Film critic-turned-helmer Gianpaolo Tescari makes a powerful debut with "Through the Eyes of Another," an unusually mature work that comes as a breath of fresh air after a season of especially weak Italo releases. Tescari reveals the dark corners of the soul while maintaining an utterly believable, nonjudgmental view of a man confronted with his fear of the Other.
Film critic-turned-helmer Gianpaolo Tescari makes a powerful debut with “Through the Eyes of Another,” an unusually mature work that comes as a breath of fresh air after a season of especially weak Italo releases. Taking an unflinching look at the prejudices lying below the surface of liberal bourgeois life, Tescari reveals the dark corners of the soul while maintaining an utterly believable, nonjudgmental view of a man confronted with his fear of the Other. Superbly scripted, pic is perfect arthouse material.
Vibrant choreographer Barbara (Lucrezia Lante della Rovere) lives in Trieste with her partner David (Johan Leysen), a divorced Dutch scientist and professor. She convinces him they should temporarily take in Nadir (Hossein Taheri), a Kurd formerly employed by the theater Barbara works with, but now getting out of prison after a minor (but unspecified) infraction. While Nadir looks for a job and housing, the couple welcome him into their home.

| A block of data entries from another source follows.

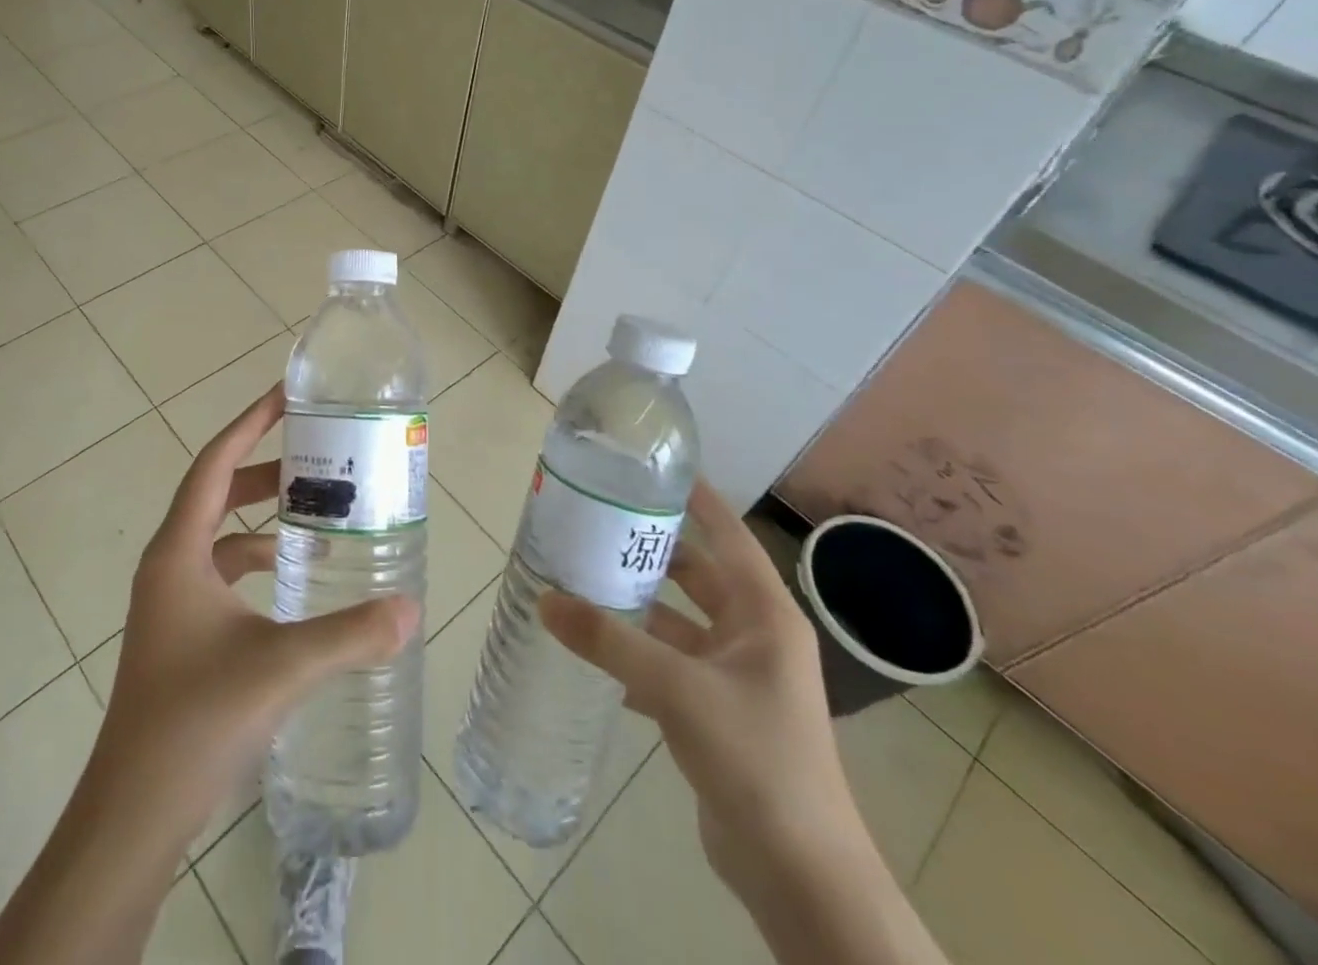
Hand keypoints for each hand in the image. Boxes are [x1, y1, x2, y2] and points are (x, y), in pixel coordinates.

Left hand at [95, 381, 418, 850]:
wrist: (133, 812)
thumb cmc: (195, 720)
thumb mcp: (280, 668)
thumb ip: (349, 635)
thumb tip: (410, 608)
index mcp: (179, 551)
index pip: (214, 464)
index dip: (250, 423)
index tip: (287, 396)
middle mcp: (170, 564)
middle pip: (218, 492)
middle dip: (264, 468)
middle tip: (317, 454)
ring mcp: (172, 600)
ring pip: (220, 535)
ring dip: (262, 517)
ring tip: (316, 511)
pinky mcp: (181, 632)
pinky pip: (222, 573)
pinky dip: (256, 561)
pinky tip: (294, 580)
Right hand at [540, 482, 860, 903]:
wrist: (799, 874)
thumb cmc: (754, 757)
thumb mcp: (677, 688)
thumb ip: (609, 642)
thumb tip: (545, 598)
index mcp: (764, 615)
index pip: (729, 537)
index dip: (698, 501)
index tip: (655, 470)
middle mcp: (754, 637)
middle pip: (697, 576)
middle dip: (652, 552)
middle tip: (599, 523)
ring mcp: (737, 678)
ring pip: (678, 623)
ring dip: (638, 607)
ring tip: (583, 579)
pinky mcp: (717, 713)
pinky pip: (670, 666)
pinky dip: (636, 656)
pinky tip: (594, 652)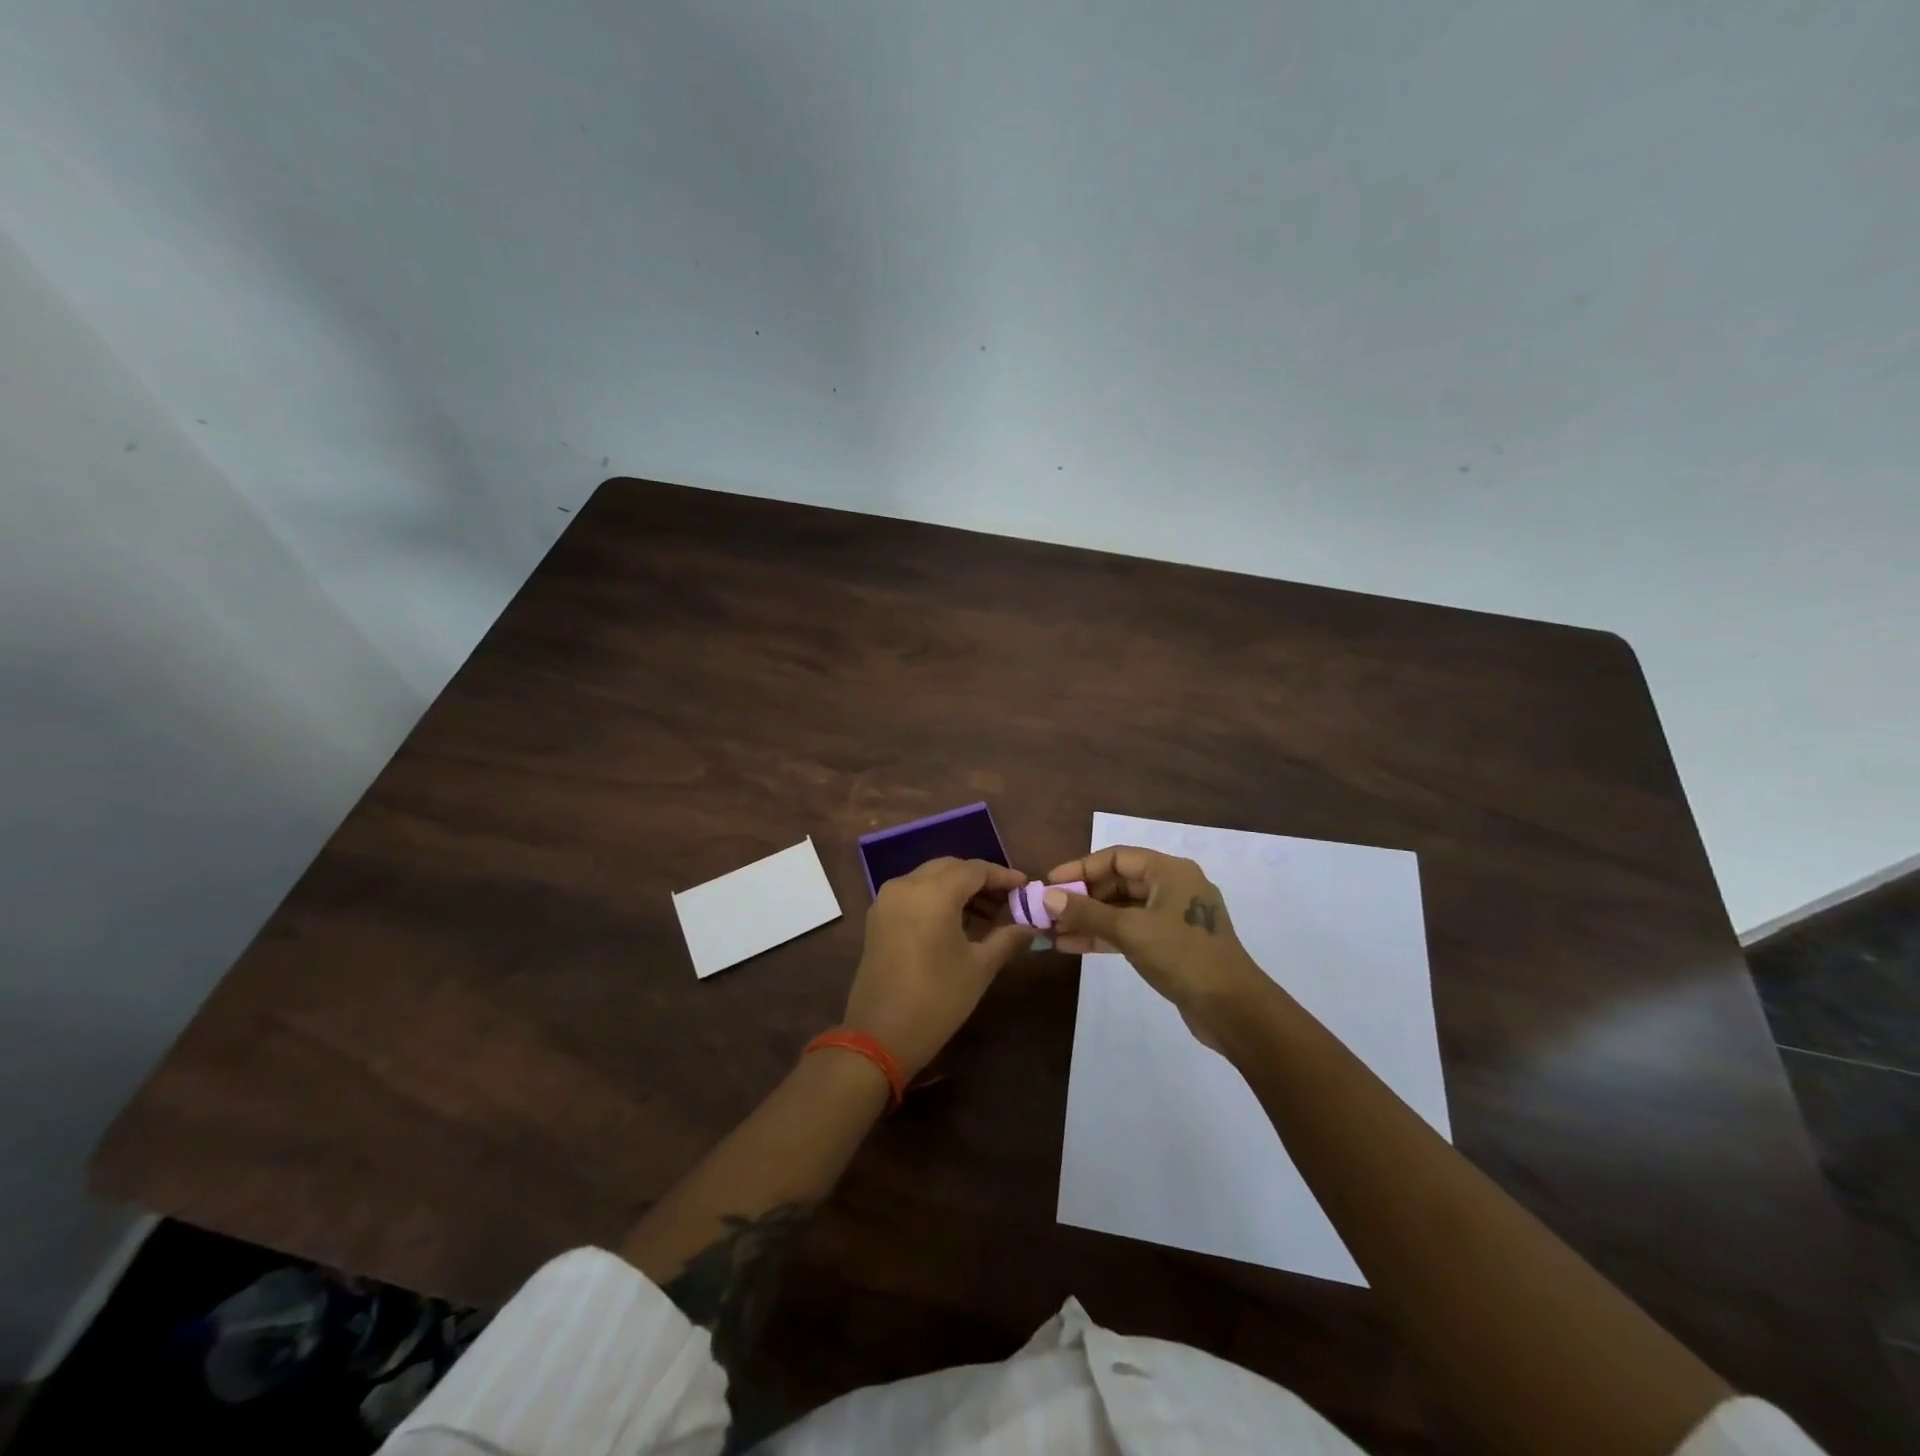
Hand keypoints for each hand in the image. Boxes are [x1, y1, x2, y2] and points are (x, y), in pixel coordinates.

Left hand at [843, 858, 1036, 1077]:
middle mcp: (906, 885)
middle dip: (980, 880)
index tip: (1024, 886)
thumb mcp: (979, 968)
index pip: (975, 869)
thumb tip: (1031, 926)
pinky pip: (913, 893)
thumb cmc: (937, 1000)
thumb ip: (1007, 938)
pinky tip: (957, 921)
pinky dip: (937, 898)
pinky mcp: (878, 916)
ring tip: (987, 914)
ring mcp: (887, 899)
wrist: (879, 1036)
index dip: (1002, 876)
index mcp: (933, 893)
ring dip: (958, 888)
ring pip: (930, 878)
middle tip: (1007, 900)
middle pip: (950, 868)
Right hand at [1041, 846, 1270, 1046]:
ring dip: (1087, 919)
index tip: (1050, 884)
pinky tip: (1072, 945)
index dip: (1080, 868)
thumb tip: (1047, 897)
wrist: (1233, 1009)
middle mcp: (1172, 887)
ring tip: (1051, 932)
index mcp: (1170, 871)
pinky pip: (1129, 931)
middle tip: (1047, 911)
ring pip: (1121, 910)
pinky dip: (1103, 936)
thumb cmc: (1183, 956)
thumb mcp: (1130, 930)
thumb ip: (1087, 912)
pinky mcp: (1170, 945)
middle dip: (1081, 897)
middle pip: (1117, 882)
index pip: (1116, 858)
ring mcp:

Nadir’s shyness, combined with a sense of embarrassment over his dependency, can be misconstrued as arrogance. Everyone is relieved when he finally lands a job at a restaurant, especially David who’s beginning to bridle at the quiet Kurd’s presence in their home.
Late one night when Nadir meets Barbara after work, he’s taunted by drunken louts and a fight ensues, only stopped when Nadir pulls out a knife. Barbara relates the story to David, who begins to conjure a side of Nadir he hasn’t seen.
Tescari inserts these hallucinations so seamlessly that at first it’s unclear whether they’re real or not, but as their frequency increases, they become deeply disturbing. Soon David is imagining Nadir kidnapping his young daughter Sara (Carlotta Ritossa), or brutally having sex with Barbara.
It’s the insidiousness of the suspicions — the way helmer/scripter Tescari has an ostensibly politically correct man fall prey to demons festering in his unconscious — that makes the film so powerful. The characters are brilliantly conceived, and connect to the audience in a way that leaves traces of self-doubt in even the most secure minds. It’s not that Tescari is forgiving the prejudice, but rather saying he understands its unwelcome presence, even in the most liberal minds.
An excellent director of actors, Tescari draws terrific perfs out of both Leysen and Lante della Rovere (the latter picked up the best actress award at Taormina), contrasting the sensual, active choreographer with her more cerebral northern lover. The chemistry between these two very different people is never less than convincing.
Equally remarkable is Tescari’s assured handling of space, and the fluent, smooth camera work surely worked out with d.p. Fernando Ciangola. Osvaldo Bargero’s editing makes the most of tension-filled cross-cuts, culminating in a terrific final segment that switches between David chasing after Nadir and Barbara’s modern dance piece.